Monday, November 29, 2010

Buying Patterns

By most accounts, holiday shopping got off to a rousing start over the Thanksgiving weekend. Black Friday and Cyber Monday today brought out pent-up consumer demand.

The question now is, will the momentum maintain itself, or will consumers revert to their recent years’ practice of “U-shaped” spending, high at the start and finish of the season and almost nonexistent during the middle four weeks, causing panic among retailers and even more discounts than originally planned?

If I were a betting man, my money would be on the U-shape scenario, especially since many of those interviewed for stories said they already completed their holiday shopping because of the great deals they found last weekend and even before the official start of the madcap buying season.

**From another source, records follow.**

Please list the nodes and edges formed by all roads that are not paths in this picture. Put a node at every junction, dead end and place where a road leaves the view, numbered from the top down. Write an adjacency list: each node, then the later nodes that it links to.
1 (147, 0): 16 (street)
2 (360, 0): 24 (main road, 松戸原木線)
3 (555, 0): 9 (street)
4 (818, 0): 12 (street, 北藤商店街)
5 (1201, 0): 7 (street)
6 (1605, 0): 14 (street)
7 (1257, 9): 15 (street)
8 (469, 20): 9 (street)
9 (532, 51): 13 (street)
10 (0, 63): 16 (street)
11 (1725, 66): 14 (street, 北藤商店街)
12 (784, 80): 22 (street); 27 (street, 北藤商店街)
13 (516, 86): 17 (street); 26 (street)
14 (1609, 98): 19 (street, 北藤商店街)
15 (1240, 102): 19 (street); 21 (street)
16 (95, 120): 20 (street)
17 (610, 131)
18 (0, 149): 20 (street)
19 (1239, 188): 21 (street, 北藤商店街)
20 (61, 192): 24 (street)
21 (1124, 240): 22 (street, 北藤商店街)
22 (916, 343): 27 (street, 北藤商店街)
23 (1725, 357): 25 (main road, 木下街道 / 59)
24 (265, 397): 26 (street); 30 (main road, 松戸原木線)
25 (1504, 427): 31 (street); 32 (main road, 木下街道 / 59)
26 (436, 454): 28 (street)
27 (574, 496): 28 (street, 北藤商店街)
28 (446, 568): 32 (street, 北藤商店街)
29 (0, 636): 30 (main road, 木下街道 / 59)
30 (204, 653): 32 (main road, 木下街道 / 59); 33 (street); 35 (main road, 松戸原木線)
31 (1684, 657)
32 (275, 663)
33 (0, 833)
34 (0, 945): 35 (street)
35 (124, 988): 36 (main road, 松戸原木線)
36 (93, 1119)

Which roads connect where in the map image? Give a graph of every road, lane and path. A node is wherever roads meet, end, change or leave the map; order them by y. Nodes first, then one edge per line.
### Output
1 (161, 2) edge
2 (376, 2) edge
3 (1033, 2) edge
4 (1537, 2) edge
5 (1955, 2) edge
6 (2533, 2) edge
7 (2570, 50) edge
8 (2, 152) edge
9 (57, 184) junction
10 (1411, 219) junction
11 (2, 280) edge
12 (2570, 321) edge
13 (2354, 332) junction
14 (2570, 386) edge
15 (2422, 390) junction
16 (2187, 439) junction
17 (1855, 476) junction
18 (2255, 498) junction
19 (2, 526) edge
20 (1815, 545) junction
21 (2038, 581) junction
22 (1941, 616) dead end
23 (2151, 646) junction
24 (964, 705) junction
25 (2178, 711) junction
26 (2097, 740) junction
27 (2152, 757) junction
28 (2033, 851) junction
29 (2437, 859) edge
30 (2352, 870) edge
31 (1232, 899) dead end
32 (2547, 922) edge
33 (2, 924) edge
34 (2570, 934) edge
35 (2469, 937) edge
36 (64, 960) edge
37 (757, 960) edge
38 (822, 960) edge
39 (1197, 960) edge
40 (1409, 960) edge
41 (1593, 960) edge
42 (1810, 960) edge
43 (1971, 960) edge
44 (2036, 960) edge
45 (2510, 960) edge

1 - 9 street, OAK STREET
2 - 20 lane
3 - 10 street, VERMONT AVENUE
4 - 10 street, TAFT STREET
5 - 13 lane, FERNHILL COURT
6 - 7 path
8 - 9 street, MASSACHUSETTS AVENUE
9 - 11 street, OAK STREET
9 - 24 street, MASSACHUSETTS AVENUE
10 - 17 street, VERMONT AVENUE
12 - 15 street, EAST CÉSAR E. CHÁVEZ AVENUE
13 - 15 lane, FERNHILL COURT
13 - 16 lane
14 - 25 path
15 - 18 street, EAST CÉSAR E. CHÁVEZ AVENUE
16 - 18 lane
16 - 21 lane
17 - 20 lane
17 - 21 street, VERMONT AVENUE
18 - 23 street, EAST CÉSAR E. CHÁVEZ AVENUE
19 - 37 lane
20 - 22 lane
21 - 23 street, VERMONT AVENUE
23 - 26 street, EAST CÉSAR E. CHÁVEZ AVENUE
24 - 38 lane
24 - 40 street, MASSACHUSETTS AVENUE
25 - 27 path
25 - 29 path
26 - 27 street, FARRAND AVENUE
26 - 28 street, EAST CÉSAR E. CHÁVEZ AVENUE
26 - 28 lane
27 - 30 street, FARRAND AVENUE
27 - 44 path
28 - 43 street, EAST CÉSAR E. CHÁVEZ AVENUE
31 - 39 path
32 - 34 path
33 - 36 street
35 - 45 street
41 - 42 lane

Two more cautionary notes. First, Hannukah starts Wednesday night, so in major metropolitan areas, spending by many Jewish families is virtually complete. Second, news stories pointed out that many shoppers over the weekend paid cash, avoiding credit cards. If the consumer stays true to her budget, that’s troubling news to an industry, nay, our nation, that relies on impulse purchases to pump up the economy and rake in profits.

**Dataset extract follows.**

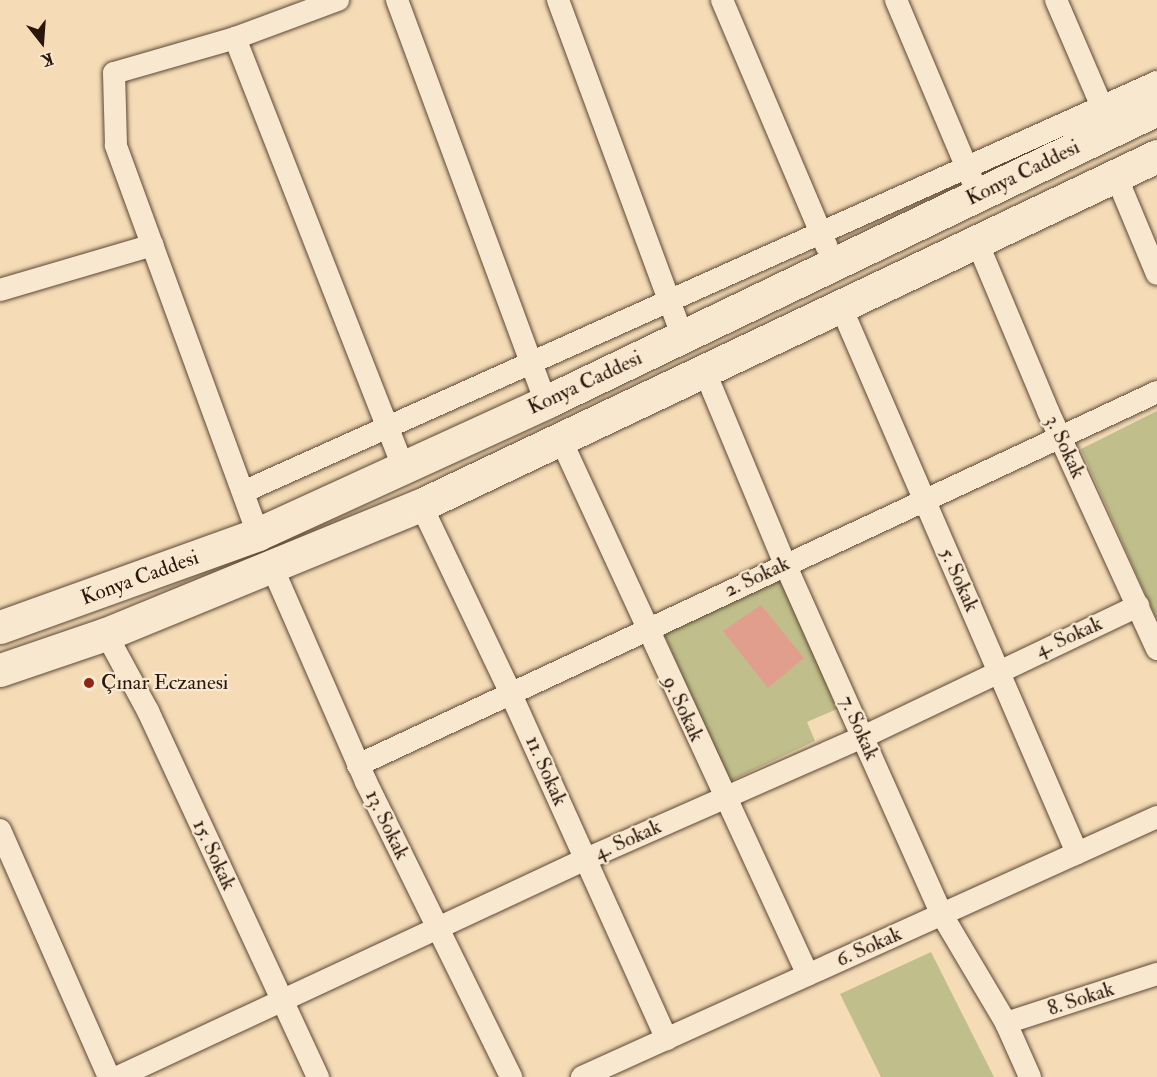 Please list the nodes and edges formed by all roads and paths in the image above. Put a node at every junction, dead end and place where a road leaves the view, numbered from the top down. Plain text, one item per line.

Perhaps nothing can be better for retailers than strict adherence to planned promotions, investment in style-right assortments and tight control on inventory levels. Retailers cannot be expected to stop running sales cold-turkey. As long as they resist putting the whole store on sale, they can benefit from aggressive promotions. Too often those reporters who wonder if all the sales will eat into profits don’t realize that disciplined discounts generate profit. It’s when panic sets in that profits fly out the window.

Style-right assortments apply to hard goods as well as soft goods. It’s simple—if the right goods are bought by the merchandise buyer, they’ll go out the door under the arms of contented shoppers. But no amount of discounting will get rid of dogs. The ability to select the right goods is what separates great merchants from the mediocre, or worse, the bankrupt.

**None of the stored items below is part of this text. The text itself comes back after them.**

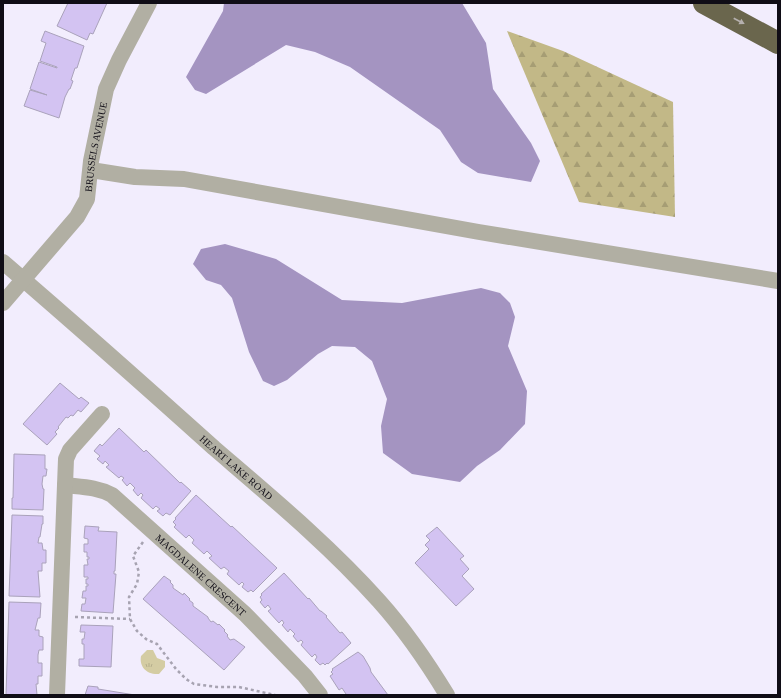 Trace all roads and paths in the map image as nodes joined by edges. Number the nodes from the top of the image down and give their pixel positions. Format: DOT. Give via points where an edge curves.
graph roads {
  1 [pos="149,3"];
  2 [pos="704,3"];
  3 [pos="778,43"];
  4 [pos="91,170"];
  5 [pos="3,262"];
  6 [pos="24,279"];
  7 [pos="778,281"];
  8 [pos="3,303"];
  9 [pos="102,414"];
  10 [pos="65,485"];
  11 [pos="145,540"];
  12 [pos="70,617"];
  13 [pos="130,619"];
  14 [pos="57,695"];
  15 [pos="275,695"];
  16 [pos="320,695"];
  17 [pos="447,695"];
  1 -- 4 [label="street, BRUSSELS AVENUE" via="106,89"];
  2 -- 3 [label="highway, one-way"];
  4 -- 6 [label="street, BRUSSELS AVENUE" via="87,199 82,209"];
  4 -- 7 [label="street" via="135,177 184,178 479,232"];
  5 -- 6 [label="street, HEART LAKE ROAD"];
  6 -- 8 [label="street, BRUSSELS AVENUE"];
  6 -- 17 [label="street, HEART LAKE ROAD" via="350,570 401,628"];
  9 -- 10 [label="street" via="70,450 66,459"];
  10 -- 14 [label="street"];
  10 -- 16 [label="street, MAGDALENE CRESCENT" via="92,487 112,495 245,614"];
  11 -- 13 [label="path" via="133,556 139,572 137,584 130,597"];
  12 -- 13 [label="path"];
  13 -- 15 [label="path" via="137,631 157,644 176,669 194,684 239,687"];
} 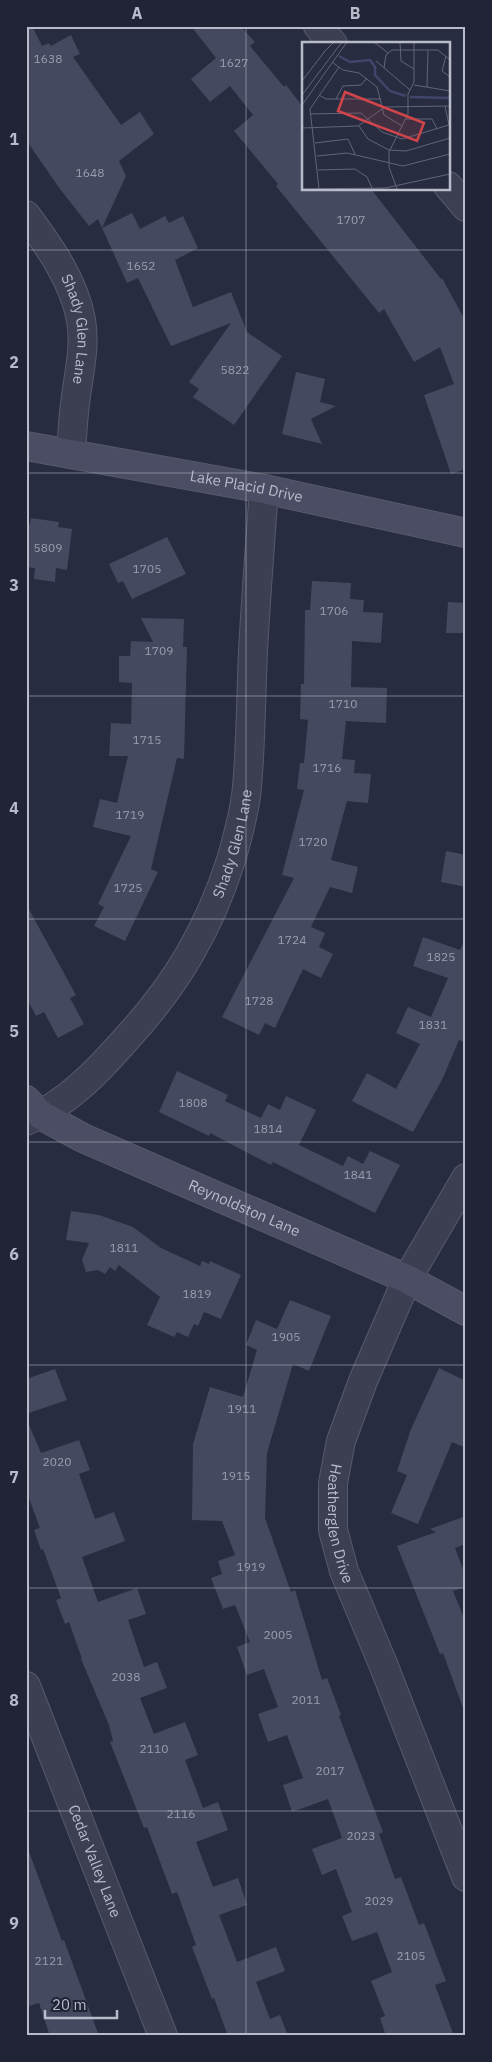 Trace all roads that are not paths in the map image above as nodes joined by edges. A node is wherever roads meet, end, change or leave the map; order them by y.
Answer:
1 (318, 26) edge
2 (331, 42) edge
3 (450, 188) edge
4 (466, 207) edge
5 (26, 215) edge
6 (26, 446) edge
7 (71, 454) junction
8 (264, 489) junction
9 (466, 533) edge
10 (31, 1112) edge
11 (466, 1178) edge
12 (407, 1279) junction
13 (466, 1311) edge
14 (26, 1686) edge
15 (466, 1877) edge
16 (163, 2036) edge

1 - 2 street
3 - 4 street
5 - 7 street, Shady Glen Lane
6 - 7 street, Lake Placid Drive
7 - 8 street, Lake Placid Drive
8 - 9 street, Lake Placid Drive
8 - 10 street, Shady Glen Lane
10 - 12 street, Reynoldston Lane
11 - 12 street, Heatherglen Drive
12 - 13 street, Reynoldston Lane
12 - 15 street, Heatherglen Drive
14 - 16 street, Cedar Valley Lane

Too often in the past, retailers loaded the floor with too much inventory in initial orders and replenishments. Customers came to realize they could wait them out for bigger and bigger discounts. Last year retailers started fighting back, retraining shoppers that what they saw on the sales floor would not be augmented by new shipments. If they liked an item that was at full price, or at a modest 20% off, they needed to scoop it up right away or risk not getting it at all. Expect more of the same basic training this year.